Launch dates are April 21 in Cloverdale, May 5 in Windsor and May 12 in Healdsburg. At each stop, county staff will work alongside local nonprofit partners — Alexander Valley Healthcare, La Familia Sana, Calvary Chapel River Fellowship and Corazón Healdsburg — that already know the neighborhoods. Services on the menu include:

  • CalFresh and Medi-Cal applications and renewals
  • Creating or fixing a BenefitsCal account
  • Printing and replacing EBT cards on the spot
  • Referrals to behavioral health, nutrition and employment programs
  • Opening and managing child support cases, plus financial assistance
  • Help for seniors and people with disabilities

How it fits the wider Open Doors push

The vans are the physical arm of a program that went live online last fall. The broader Open Doors initiative, launched in September 2025, points residents to OpenDoorsSC.com, a directory connecting them to more than 600 organizations offering housing, healthcare, food help and job support. The mobile units essentially carry that directory into places where Wi-Fi, English-language navigation, or simple awareness is the real barrier.

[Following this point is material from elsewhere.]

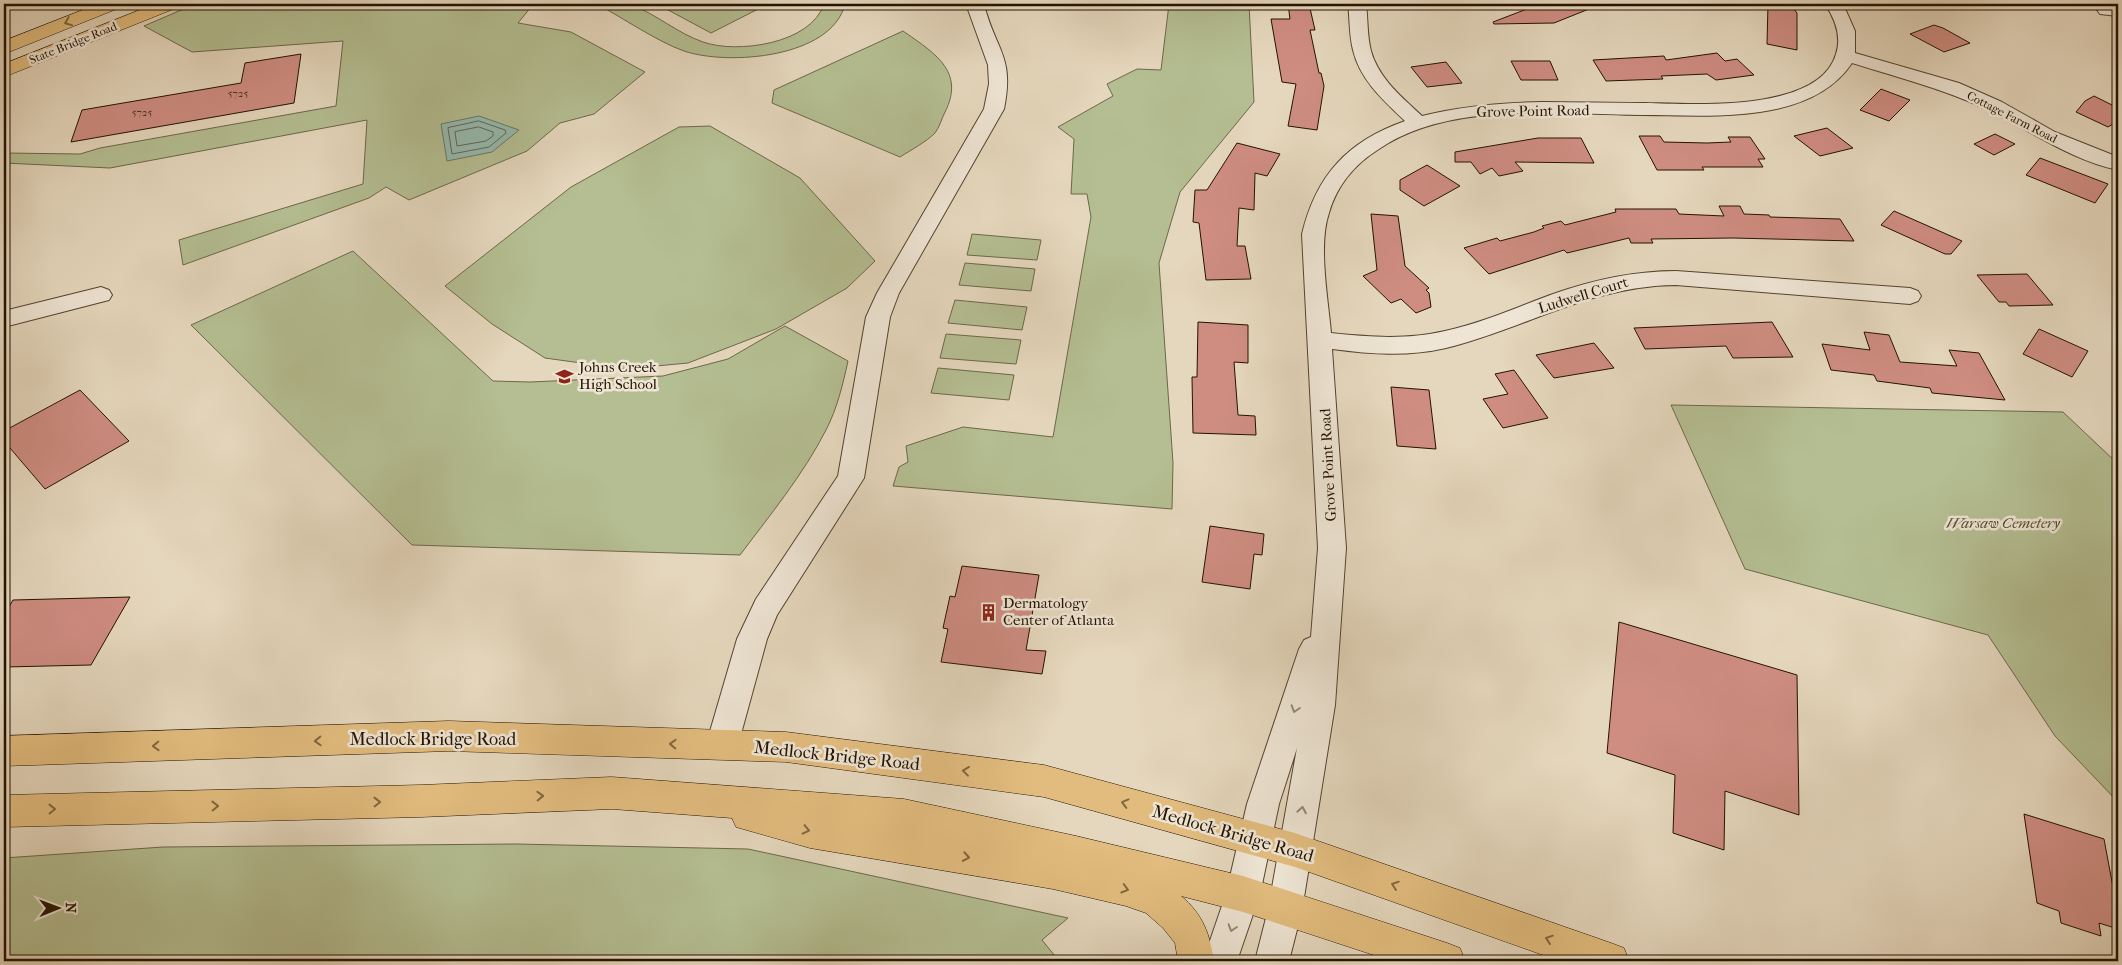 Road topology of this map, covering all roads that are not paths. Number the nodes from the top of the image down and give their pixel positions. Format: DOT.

The rollout also lands at a tense moment for the county budget: supervisors are holding public budget workshops with federal safety-net cuts on the horizon, and the recent supervisor candidate forums have put how the county reaches underserved residents squarely on the campaign trail. Programs like Open Doors, which stretch existing staff across multiple agencies, are exactly the kind of cross-department play the county is leaning on.

Frequently asked questions

Do I need an appointment to use the mobile services van?

No. Open Doors Mobile Services is a walk-up operation — residents can show up at a scheduled stop and get help on the spot. Bring any ID, documentation or existing case info you’d normally take to a county office so staff can look up or update your file.

What can the van actually do that I can’t do online?

A lot of the work — CalFresh applications, Medi-Cal renewals, BenefitsCal account fixes and program referrals — is technically possible online, but the van lets you sit down with a live person and finish it in one visit. The standout in-person service is EBT card printing and replacement, which the van can do the same day instead of waiting on a mailed card.

When will the vans come to my town?

The first three confirmed stops are Cloverdale on April 21, Windsor on May 5 and Healdsburg on May 12. The county says additional communities will be added based on gaps in office coverage and local demand, so keep an eye on the county’s Open Doors page and local nonprofit partners for later stops.